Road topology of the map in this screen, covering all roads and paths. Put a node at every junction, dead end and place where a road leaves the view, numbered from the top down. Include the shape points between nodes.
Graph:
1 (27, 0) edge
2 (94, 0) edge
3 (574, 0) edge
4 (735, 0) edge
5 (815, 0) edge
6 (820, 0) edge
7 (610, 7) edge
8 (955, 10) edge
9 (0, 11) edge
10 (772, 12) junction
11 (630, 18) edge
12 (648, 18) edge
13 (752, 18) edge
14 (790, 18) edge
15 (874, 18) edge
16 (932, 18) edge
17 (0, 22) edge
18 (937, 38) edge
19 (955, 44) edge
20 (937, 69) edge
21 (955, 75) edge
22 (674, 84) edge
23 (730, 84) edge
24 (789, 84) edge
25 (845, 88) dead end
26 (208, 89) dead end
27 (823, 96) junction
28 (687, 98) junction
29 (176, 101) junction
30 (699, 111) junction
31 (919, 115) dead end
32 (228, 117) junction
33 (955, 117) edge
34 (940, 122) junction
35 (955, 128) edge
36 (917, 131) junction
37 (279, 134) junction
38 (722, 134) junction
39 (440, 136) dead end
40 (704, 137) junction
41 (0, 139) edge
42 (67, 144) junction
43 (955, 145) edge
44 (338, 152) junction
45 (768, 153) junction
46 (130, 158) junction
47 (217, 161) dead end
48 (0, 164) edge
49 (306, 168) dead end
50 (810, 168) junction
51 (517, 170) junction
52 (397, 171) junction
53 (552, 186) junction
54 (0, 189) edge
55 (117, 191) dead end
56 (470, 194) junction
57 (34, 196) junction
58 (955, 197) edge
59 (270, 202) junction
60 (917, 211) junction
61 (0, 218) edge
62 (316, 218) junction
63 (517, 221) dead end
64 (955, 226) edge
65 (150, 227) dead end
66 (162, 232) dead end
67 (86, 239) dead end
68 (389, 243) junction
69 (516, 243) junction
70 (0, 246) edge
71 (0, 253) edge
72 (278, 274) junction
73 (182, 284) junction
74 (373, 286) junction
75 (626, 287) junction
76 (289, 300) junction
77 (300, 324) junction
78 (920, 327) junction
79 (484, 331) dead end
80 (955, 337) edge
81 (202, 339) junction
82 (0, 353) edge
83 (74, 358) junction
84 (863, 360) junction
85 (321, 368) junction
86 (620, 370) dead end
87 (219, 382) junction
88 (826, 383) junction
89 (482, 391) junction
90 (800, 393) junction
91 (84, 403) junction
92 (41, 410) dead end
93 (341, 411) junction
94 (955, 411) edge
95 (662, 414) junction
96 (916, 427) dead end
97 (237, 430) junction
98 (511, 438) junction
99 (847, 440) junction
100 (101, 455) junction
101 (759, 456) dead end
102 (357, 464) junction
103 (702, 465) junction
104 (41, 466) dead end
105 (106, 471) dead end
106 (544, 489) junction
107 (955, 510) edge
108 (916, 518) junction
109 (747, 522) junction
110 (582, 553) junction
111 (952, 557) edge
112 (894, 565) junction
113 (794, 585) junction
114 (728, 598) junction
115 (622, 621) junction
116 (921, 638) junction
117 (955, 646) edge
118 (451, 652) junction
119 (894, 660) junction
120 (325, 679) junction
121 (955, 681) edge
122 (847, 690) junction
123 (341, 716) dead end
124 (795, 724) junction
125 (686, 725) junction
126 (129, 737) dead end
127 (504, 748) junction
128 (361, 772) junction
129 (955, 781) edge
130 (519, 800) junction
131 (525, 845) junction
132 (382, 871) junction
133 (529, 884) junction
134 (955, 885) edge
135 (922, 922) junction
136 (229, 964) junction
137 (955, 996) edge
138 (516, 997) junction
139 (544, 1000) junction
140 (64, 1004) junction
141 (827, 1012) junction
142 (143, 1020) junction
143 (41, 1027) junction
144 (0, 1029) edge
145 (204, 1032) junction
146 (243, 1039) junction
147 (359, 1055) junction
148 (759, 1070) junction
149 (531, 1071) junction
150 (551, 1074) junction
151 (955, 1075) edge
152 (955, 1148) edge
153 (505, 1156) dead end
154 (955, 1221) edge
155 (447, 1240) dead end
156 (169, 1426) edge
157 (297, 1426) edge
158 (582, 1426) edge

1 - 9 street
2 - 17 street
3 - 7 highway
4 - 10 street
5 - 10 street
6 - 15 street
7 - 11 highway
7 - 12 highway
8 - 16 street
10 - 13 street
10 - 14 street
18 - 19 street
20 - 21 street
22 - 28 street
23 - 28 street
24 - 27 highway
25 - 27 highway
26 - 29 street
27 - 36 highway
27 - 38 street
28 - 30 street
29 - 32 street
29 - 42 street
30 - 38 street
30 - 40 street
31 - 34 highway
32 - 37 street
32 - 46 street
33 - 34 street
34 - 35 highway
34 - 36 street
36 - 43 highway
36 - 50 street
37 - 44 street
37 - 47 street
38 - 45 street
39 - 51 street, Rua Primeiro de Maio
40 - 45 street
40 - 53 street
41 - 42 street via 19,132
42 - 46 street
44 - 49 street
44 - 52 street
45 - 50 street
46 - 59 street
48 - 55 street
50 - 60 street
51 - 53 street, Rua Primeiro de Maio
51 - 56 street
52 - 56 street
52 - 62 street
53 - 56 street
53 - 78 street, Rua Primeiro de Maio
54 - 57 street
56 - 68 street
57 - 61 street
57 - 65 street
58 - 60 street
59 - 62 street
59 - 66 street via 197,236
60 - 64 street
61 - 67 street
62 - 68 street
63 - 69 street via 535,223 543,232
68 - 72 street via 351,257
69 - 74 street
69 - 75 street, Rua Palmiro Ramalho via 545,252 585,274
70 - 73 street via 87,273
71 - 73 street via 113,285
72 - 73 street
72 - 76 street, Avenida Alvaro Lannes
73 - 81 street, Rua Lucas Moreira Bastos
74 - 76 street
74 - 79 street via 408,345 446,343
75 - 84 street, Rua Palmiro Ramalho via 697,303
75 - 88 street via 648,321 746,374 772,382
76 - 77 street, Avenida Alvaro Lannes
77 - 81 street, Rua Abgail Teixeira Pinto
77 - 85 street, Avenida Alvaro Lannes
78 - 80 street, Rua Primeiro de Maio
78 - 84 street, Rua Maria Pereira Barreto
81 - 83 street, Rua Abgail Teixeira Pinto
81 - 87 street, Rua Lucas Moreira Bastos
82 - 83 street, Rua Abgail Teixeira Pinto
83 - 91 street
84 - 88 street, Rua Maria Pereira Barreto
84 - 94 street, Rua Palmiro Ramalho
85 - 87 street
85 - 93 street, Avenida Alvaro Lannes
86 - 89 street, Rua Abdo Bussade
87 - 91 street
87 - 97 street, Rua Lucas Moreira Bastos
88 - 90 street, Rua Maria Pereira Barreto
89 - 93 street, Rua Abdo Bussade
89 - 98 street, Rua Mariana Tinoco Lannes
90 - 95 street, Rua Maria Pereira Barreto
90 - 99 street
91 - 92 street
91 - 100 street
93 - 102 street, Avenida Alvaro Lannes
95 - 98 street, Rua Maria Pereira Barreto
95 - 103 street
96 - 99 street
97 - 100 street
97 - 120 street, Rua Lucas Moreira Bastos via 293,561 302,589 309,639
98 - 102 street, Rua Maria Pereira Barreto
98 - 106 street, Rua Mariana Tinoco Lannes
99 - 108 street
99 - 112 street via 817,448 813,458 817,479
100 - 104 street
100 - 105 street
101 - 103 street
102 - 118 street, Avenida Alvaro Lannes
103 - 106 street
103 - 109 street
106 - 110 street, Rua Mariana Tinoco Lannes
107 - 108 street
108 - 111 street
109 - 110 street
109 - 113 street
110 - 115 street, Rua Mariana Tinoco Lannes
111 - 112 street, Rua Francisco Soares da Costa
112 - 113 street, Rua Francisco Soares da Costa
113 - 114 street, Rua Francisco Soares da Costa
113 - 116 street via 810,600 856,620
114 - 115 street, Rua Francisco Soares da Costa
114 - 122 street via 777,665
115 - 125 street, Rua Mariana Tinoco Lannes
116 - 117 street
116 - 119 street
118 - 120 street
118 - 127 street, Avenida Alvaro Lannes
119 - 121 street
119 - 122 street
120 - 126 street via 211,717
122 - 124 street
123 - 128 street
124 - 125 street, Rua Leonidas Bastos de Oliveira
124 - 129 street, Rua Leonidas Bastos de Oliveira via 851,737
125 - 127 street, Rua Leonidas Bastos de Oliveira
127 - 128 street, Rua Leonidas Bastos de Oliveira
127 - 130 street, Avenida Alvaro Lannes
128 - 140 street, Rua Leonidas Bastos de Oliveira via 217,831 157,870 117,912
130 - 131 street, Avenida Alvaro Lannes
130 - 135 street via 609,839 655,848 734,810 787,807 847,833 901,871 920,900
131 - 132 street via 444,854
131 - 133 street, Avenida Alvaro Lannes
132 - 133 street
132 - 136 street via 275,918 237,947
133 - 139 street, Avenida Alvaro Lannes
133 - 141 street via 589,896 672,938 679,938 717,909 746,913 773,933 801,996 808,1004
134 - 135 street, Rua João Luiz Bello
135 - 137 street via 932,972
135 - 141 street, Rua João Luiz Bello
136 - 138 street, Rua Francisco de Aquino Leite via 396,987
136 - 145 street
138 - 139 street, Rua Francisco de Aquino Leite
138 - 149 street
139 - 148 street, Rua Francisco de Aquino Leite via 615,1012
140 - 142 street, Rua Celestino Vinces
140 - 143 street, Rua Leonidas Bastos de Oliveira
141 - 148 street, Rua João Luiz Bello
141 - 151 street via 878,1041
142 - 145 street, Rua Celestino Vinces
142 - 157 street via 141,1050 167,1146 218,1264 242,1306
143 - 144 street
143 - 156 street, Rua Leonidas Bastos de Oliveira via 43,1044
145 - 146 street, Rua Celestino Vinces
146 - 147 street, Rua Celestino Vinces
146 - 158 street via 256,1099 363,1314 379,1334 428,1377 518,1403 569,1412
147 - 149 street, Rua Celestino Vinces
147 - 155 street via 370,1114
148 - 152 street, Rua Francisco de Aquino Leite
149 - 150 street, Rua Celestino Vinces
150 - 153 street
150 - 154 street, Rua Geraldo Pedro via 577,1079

Assigned task ▸ Every line in the listing that holds the string "Leite" should be copied out.

Exercise output ▸
136 - 138 street, Rua Francisco de Aquino Leite via 396,987
138 - 139 street, Rua Francisco de Aquino Leite
139 - 148 street, Rua Francisco de Aquino Leite via 615,1012
148 - 152 street, Rua Francisco de Aquino Leite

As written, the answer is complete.